You are viewing a plain text version of this content. The canonical link for it is here.

Posted to dev@hive.apache.org by "Joydeep Sen Sarma (JIRA)" <ji...@apache.org> on 2009/05/12 17:21:45 UTC

[jira] Created: (HIVE-480) allow option to retry map-reduce tasks

allow option to retry map-reduce tasks
--------------------------------------

                 Key: HIVE-480
                 URL: https://issues.apache.org/jira/browse/HIVE-480
             Project: Hadoop Hive
          Issue Type: New Feature
          Components: Query Processor
            Reporter: Joydeep Sen Sarma


for long running queries with multiple map-reduce jobs - this should help in dealing with any transient cluster failures without having to re-running all the tasks.

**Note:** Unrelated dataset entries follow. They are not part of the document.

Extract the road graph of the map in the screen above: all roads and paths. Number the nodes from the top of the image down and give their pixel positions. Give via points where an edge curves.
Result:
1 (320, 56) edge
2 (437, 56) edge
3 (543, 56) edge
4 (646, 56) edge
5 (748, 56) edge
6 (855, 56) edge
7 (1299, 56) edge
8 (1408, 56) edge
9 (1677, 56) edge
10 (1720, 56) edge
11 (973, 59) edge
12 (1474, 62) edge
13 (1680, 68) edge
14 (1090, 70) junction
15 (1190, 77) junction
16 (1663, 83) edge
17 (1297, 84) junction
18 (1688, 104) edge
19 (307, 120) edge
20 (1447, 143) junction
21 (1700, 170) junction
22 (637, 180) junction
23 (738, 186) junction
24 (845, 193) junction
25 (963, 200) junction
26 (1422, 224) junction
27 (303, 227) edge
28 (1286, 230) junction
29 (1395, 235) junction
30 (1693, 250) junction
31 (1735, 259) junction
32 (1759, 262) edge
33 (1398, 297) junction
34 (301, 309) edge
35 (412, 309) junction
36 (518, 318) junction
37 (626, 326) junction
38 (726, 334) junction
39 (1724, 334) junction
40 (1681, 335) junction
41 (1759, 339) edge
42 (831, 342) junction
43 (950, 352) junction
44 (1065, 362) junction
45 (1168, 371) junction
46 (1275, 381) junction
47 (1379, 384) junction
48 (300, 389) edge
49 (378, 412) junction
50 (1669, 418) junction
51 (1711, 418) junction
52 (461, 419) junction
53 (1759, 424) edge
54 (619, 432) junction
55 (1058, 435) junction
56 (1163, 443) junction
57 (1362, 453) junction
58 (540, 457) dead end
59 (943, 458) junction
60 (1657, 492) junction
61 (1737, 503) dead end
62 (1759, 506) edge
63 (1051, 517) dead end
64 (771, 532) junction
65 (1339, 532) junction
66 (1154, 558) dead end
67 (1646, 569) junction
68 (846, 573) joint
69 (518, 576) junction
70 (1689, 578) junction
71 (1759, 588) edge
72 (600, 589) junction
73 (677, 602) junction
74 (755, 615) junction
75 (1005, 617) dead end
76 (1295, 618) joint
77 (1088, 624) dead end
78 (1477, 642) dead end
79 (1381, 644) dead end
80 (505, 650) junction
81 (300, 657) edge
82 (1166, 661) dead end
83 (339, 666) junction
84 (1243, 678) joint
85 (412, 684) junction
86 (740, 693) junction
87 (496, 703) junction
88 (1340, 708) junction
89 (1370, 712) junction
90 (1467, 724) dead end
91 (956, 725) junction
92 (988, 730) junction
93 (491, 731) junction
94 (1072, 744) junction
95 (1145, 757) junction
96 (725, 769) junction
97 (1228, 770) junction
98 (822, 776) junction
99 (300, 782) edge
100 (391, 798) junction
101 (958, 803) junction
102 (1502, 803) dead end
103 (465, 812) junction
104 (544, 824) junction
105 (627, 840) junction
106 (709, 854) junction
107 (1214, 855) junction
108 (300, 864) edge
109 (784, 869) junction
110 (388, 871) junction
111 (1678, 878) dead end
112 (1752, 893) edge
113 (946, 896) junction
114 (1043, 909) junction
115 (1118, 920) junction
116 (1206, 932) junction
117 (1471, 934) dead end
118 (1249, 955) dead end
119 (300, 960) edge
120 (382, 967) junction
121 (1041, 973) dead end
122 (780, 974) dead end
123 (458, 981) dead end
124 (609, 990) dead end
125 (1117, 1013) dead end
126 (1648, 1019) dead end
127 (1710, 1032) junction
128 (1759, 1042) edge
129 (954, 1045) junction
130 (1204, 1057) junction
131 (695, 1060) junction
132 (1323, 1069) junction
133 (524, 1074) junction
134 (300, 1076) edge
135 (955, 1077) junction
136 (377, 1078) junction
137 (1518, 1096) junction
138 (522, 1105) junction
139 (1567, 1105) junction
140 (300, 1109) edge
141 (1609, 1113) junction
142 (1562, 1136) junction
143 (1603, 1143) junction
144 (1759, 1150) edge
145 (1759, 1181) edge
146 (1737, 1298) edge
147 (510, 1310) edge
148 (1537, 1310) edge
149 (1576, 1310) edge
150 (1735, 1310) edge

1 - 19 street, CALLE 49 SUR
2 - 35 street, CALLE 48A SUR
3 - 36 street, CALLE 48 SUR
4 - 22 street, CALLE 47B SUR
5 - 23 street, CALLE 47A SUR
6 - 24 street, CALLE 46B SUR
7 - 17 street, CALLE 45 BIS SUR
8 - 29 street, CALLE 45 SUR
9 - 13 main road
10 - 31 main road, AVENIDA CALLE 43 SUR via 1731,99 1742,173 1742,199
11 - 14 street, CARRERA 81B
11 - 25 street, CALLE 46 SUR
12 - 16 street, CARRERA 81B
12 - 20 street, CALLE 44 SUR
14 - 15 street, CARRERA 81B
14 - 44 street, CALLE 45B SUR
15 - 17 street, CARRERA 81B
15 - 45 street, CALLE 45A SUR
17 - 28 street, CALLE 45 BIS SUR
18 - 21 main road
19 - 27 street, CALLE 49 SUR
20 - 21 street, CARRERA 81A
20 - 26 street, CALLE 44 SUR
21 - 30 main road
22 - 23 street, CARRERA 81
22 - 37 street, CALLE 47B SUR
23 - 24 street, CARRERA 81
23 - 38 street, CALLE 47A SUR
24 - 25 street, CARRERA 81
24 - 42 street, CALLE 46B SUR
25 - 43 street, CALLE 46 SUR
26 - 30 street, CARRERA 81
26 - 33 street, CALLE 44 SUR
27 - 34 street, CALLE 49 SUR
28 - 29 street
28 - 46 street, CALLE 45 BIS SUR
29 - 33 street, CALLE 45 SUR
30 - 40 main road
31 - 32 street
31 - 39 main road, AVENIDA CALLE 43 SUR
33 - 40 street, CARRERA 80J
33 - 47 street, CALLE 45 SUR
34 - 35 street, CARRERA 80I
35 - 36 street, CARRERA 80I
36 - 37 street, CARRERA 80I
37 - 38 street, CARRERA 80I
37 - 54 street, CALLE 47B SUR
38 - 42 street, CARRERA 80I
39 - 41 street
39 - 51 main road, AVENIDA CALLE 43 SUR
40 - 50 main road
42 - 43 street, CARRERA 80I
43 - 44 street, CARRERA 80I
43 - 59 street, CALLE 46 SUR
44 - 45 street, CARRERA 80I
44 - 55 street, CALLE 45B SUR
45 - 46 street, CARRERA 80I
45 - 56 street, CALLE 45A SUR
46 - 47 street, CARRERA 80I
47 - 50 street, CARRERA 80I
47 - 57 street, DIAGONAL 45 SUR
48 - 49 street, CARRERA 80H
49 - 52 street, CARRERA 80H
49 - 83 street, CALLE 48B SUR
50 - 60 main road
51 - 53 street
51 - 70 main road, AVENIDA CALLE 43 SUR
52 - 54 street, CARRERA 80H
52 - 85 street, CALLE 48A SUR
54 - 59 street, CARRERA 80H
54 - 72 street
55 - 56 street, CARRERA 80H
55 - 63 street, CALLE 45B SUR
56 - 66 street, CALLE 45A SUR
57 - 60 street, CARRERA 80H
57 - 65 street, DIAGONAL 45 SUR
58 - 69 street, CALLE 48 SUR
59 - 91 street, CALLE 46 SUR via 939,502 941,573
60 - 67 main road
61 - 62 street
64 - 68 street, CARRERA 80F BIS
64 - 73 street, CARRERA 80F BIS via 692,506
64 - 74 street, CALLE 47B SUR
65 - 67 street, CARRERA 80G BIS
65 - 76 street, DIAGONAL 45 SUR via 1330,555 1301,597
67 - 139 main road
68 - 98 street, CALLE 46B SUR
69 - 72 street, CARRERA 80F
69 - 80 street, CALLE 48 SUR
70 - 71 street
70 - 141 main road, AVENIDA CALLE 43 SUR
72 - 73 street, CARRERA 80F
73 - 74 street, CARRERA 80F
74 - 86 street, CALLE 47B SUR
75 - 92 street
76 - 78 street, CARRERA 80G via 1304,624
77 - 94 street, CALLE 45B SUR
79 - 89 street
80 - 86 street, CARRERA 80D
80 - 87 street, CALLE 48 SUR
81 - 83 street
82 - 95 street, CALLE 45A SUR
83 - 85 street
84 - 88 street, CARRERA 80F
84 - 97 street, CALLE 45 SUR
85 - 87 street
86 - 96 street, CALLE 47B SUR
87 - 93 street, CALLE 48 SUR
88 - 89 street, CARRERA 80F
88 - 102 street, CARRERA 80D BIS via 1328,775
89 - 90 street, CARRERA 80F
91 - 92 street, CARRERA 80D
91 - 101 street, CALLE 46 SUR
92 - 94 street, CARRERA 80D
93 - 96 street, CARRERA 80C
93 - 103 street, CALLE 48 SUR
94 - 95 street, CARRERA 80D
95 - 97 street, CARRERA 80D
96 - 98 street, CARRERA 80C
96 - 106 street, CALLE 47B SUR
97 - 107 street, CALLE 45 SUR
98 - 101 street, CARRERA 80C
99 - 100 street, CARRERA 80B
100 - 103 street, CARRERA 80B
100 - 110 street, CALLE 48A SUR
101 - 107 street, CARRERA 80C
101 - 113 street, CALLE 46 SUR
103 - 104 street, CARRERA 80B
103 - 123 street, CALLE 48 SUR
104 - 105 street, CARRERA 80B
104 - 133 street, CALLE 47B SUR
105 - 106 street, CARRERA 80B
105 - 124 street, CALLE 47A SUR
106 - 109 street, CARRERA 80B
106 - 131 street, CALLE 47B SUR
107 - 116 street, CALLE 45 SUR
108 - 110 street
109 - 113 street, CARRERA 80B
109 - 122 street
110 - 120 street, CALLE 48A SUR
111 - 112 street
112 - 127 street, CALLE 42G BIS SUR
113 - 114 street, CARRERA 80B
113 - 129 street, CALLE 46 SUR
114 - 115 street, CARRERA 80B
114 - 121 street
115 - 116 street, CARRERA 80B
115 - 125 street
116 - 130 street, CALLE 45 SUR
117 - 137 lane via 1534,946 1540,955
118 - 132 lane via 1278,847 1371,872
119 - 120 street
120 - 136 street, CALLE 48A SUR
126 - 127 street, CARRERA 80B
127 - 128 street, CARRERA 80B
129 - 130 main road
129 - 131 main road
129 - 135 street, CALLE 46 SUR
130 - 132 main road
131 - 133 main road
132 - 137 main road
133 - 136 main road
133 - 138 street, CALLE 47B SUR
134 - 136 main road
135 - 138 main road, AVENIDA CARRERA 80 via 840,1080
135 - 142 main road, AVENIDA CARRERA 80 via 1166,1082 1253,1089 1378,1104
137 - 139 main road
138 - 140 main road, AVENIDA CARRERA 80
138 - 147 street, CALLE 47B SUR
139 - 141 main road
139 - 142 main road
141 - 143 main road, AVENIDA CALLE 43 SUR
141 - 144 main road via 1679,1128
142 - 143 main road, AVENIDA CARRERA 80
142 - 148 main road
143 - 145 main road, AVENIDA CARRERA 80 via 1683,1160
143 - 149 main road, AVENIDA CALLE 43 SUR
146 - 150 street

ideally - the entire plan can be serialized out and the actual process of executing the workflow can be left to a pluggable workflow execution engine (since this is a problem that has been solved many times already).

-- 
This message is automatically generated by JIRA.
-
You can reply to this email to add a comment to the issue online.

[jira] Commented: (HIVE-480) allow option to retry map-reduce tasks

Posted by "Zheng Shao (JIRA)" <ji...@apache.org>.

    [ https://issues.apache.org/jira/browse/HIVE-480?page=com.atlassian.jira.plugin.system.issuetabpanels:comment-tabpanel&focusedCommentId=12718623#action_12718623 ] 

Zheng Shao commented on HIVE-480:
---------------------------------

As a side note, the conf in hadoop is "mapred.max.tracker.failures" which controls the number of maximum permitted failures for each task.

> allow option to retry map-reduce tasks
> --------------------------------------
>
>                 Key: HIVE-480
>                 URL: https://issues.apache.org/jira/browse/HIVE-480
>             Project: Hadoop Hive
>          Issue Type: New Feature
>          Components: Query Processor
>            Reporter: Joydeep Sen Sarma
>
> for long running queries with multiple map-reduce jobs - this should help in dealing with any transient cluster failures without having to re-running all the tasks.
> ideally - the entire plan can be serialized out and the actual process of executing the workflow can be left to a pluggable workflow execution engine (since this is a problem that has been solved many times already).

-- 
This message is automatically generated by JIRA.
-
You can reply to this email to add a comment to the issue online.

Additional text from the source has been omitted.